Olivia was seven when it was finally her turn.
She couldn’t wait. Drawing had come so naturally, as if her hands were shaped to the task, a direct line between her eyes and her pencil. And the piano might have been the same. The joy she’d felt at those first ringing notes. The thrill of commanding such sound. The thunder of the low keys, the kettle whistle of the high. Each and every one its own mood, its own message, a language played out in C and G and E.
Her hands wanted to race ahead, but the matron tsked in warning, rapping her knuckles every time her fingers strayed from scales.
Olivia had lost her temper then and slammed the lid down over the keys, nearly clipping the matron’s hand. She hadn’t, of course, but it didn’t matter. She was dismissed, those few spare notes still ringing in her ears.
Anger had pooled in her stomach, rising every time she heard another girl clumsily tapping out the notes, until one night she’d slipped out of bed and into the room where the piano was kept, a pair of cutters in one hand. She’d pried up the lid, revealing the delicate body of wires and hammers that made the music from the keys. Keys she couldn’t touch.
They reminded her of the diagram in the old anatomy text, the muscles and tendons of the throat laid bare. Cut here to silence a voice.
She couldn’t do it.
In the end, it didn’t matter. Arthritis soon crept into Agatha’s hands, and the lessons were abandoned. The piano sat untouched until the wires loosened and the notes all fell out of key. But Olivia always longed to play.
Now she drifts forward into the shaft of sunlight, creeping softly toward the instrument, as if it might wake. It lies still, teeth hidden beneath the onyx lid. She eases it back, exposing the pattern of black and white, the shine worn to matte with use, faint indents in the ivory. Her right hand hovers, then comes to rest on the keys. They are cool beneath her fingers. She presses down, plays a single note. It carries softly through the room, and Olivia cannot help but smile.
She traces her way up the scale. And as she hits the highest note—
Something moves.
Not in the room with her, but beyond, glimpsed in the gap between the curtains.
She steps past the piano and pulls the curtain aside, revealing a giant bay window, the bench lined with pillows, and beyond the glass, the garden.
Olivia Prior has dreamed of gardens. Every grim gray month at Merilance, she longed for carpets of grass, for riotous blooms, for a world engulfed in color. And here it is. Last night it was a moonlit tangle of hedge and vine. Now it is sun-drenched, stunning, a field of green interrupted everywhere by red, gold, violet, white.
There is a vegetable patch to one side, rows of leeks and carrots rising from the soil, and a copse of pale trees to the other, their branches dotted pink and green. An orchard. And then, her gaze drifts past it all, beyond the trellised roses and down the soft green slope, to a wall.
Or at least, the remains of one, a ruined stretch of stone, its edges crumbling, its front threaded over with ivy.
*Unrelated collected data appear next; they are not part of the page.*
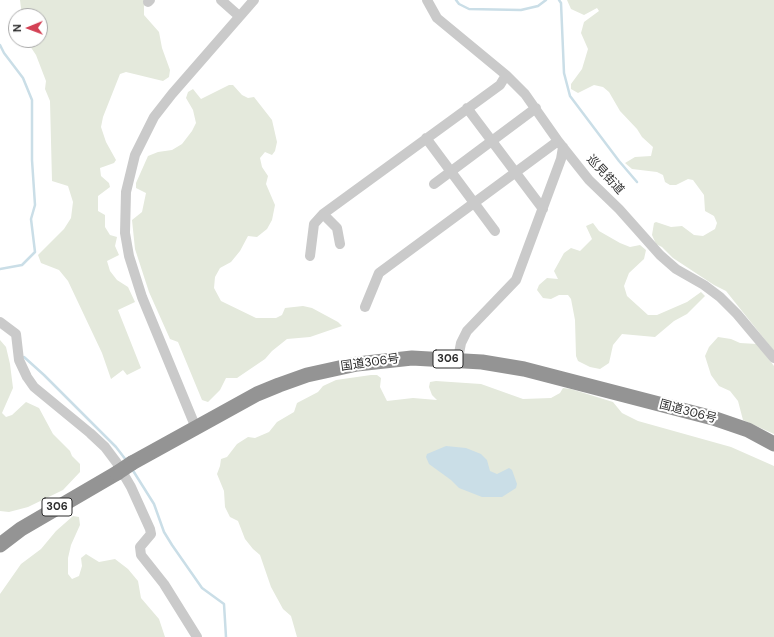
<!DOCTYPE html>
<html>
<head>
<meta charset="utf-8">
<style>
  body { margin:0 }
  #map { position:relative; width:774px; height:637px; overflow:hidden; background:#fff; font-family:"DM Sans",sans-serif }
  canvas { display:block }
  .north { position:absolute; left:8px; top:8px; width:40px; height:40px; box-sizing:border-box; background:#fff; border:1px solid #ababab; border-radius:50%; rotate:269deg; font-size:11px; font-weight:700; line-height:16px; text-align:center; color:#2d2d2d }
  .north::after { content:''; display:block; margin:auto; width:14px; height:18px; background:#d34154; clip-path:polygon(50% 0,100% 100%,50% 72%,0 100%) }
</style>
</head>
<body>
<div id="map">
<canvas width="774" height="637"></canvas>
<div class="north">N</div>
</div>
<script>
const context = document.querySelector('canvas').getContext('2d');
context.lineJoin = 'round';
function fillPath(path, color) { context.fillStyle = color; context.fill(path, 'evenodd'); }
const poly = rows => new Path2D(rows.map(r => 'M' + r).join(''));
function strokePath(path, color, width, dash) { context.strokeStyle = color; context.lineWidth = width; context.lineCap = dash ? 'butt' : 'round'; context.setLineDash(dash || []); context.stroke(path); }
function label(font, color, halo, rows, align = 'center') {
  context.font = font + ' "DM Sans","Noto Sans JP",sans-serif'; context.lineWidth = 4; context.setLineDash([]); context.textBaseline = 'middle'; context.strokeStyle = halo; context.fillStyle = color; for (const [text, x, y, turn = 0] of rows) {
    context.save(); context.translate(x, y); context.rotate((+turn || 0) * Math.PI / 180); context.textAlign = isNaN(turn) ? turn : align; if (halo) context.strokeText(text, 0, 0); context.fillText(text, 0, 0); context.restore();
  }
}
const green = poly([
  [20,0,147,0,144,6,144,15,159,32,162,48,170,70,169,77,163,81,126,72,120,74,103,117,101,127,106,142,116,160,114,163,100,168,101,176,109,183,110,187,98,196,98,211,105,215,105,227,110,235,117,237,115,246,119,255,107,261,110,271,117,280,128,287,135,302,118,310,141,368,127,375,123,370,111,379,102,353,68,281,59,270,41,263,38,255,64,229,71,218,73,202,68,186,52,181,50,101,45,89,46,81,36,55,26,40,40,40,40,16,22,16],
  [567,0,774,0,774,351,726,291,714,285,673,258,662,247,656,244,652,235,654,223,656,222,671,227,682,226,694,235,703,236,715,229,717,223,714,216,705,211,704,195,693,180,688,179,676,185,670,185,665,182,663,175,657,172,632,169,625,163,635,157,651,156,653,147,642,137,637,129,620,111,609,92,603,87,594,85,578,93,571,89,571,84,582,69,588,49,581,33,584,22,599,11,597,8,584,15,571,9],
  [229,85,233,85,242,95,248,98,254,97,272,120,277,142,275,151,272,155,265,152,260,158,262,167,268,176,266,184,275,205,272,220,267,229,257,237,248,236,240,251,231,262,220,268,215,277,214,288,221,301,256,318,276,318,282,315,285,308,303,306,312,308,338,322,342,326,310,337,287,339,272,351,265,359,237,378,226,378,220,390,208,402,202,400,178,342,170,339,149,292,135,249,132,220,142,212,146,193,136,188,136,183,148,156,158,152,172,150,182,144,192,131,196,123,193,110,186,98,188,92,193,89,201,99],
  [593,223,599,231,620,243,630,247,640,245,646,250,644,259,629,273,624,286,627,296,648,315,657,315,687,302,701,292,705,296,687,314,674,321,655,337,622,334,613,345,609,363,600,369,590,367,578,361,576,356,575,320,571,299,568,295,559,295,551,299,543,298,537,290,539,285,547,278,558,279,554,271,564,253,571,248,580,251,592,239,586,226],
  [718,337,731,339,740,343,757,344,774,366,774,434,743,420,738,401,730,391,719,386,711,375,705,356,709,347],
  [0,340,6,347,10,364,13,388,2,413,6,417,12,415,26,402,39,408,53,434,70,451,72,456,80,464,80,472,63,490,28,507,9,512,0,511],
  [371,375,377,375,381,378,380,387,387,401,413,398,437,400,432,395,429,387,430,382,436,381,481,384,523,399,551,398,560,393,563,388,571,389,613,402,622,413,638,421,731,447,774,466,774,637,297,637,291,616,283,609,271,587,260,555,253,549,245,539,238,521,230,517,225,507,224,491,217,474,220,466,221,459,227,457,237,444,248,437,255,438,269,432,277,422,294,412,297,403,318,392,323,386,336,380],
  [73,516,79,517,80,525,71,545,68,558,68,574,72,579,79,576,82,566,81,558,86,554,99,562,115,559,128,569,138,581,141,598,159,619,165,637,0,637,0,594,21,564,41,549,56,531]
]);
const water = poly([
  [446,446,466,448,481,454,487,460,490,471,497,474,509,468,512,470,517,484,516,488,502,497,482,497,459,488,451,480,429,464,426,457,427,454]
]);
const stream = poly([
  [456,0,459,4,469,9,521,10,538,6,546,0],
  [559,0,561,3,564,73,570,96,619,161,637,182],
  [0,45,4,53,23,78,32,100,32,160,35,205,31,219,35,252,22,265,0,269],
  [24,357,44,375,116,447,126,460],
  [132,469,154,504,164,532,172,545,202,588,224,604,226,637]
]);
const minor = poly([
  [221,0,239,16],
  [427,0,437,18,506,75,525,94,558,141,589,180,619,209,660,255,676,269,704,285,720,297,737,314,774,358],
  [148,2,150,0],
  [467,108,543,209],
  [426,138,495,231],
  [434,184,536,108],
  [323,214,337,228,340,244],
  [310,256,314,224,323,214,500,85,506,75],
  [365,307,379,273,558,141],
  [0,322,16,334,19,360,27,377,34,387,90,433,105,447,117,463,131,487,150,529,151,534,140,547,141,555,164,584,197,637],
  [458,359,461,343,467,331,516,280,561,159,563,147],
  [196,428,142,297,129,256,125,233,126,192,135,155,154,117,172,94,254,0]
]);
const highway = poly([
  [132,463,257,394,279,385,307,375,357,364,412,358,482,362,524,369,713,418,748,430,774,444],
  [0,545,21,529,117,473]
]);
const highwayBridge = poly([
  [117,473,132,463]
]);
const shields = [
  [448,359,30],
  [57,507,30]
];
const shieldNames = [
  ["306",448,359],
  ["306",57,507]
];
const streetNames = [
  ["巡見街道",605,175,47],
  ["国道306号",370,363,-8],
  ["国道306号",688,412,15]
];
fillPath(green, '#e4e9dc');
fillPath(water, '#cadee7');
strokePath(stream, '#cadee7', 2.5);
strokePath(minor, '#cacaca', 10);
strokePath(highway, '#949494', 15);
strokePath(highwayBridge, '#949494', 15);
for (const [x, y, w] of shields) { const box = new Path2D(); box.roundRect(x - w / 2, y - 9, w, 18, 3); context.fillStyle = '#fff'; context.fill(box); strokePath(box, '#2d2d2d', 1); }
label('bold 11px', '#2d2d2d', null, shieldNames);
label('12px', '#2d2d2d', '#fff', streetNames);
</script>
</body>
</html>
Another shudder of motion draws her attention back to the garden. Matthew is kneeling, head bowed, before a line of roses. As she watches, he straightens and turns, shielding his eyes as he looks up at the house. At her. Even from here, she can see the frown sweep like a shadow across his face. Olivia backs away from the glass. But she is not retreating.
It takes a few minutes and two wrong turns, but she finds the second foyer again, and the garden door. The one she unlocked the night before. There’s something on the floor, a dark residue, as if someone’s tracked dirt into the house, but when she bends to touch it, she feels nothing. As if the stain has pressed itself straight into the stone. She remembers the ghoul, forcing her back, his hand thrust out. But there is no one to stop her now, and the door is no longer locked. It swings open at her touch, and she inches around the odd shadow on the floor.
And steps out into the sun.
Chapter Nine
The first things Olivia learned to draw were flowers.
It would have been easier, of course, to draw pots and hearths, dining benches and sleeping cots, things she saw every day. But Olivia filled the pages of her first sketchbook with flowers. The silk ones she saw every time she was sent to the head matron’s office. The stubborn yellow weeds that forced their way up here and there between the gravel. The roses she saw in a book. But sometimes, she’d invent her own. Fill the corners of every page with strange and wild blooms, conjuring whole gardens out of empty space, each more expansive than the last.
But none of them were real.
For all her skill, she couldn’t wander through them as she does now, couldn’t feel the grass beneath her feet, the soft petals tickling her palm. Olivia smiles, the sunlight warm against her skin.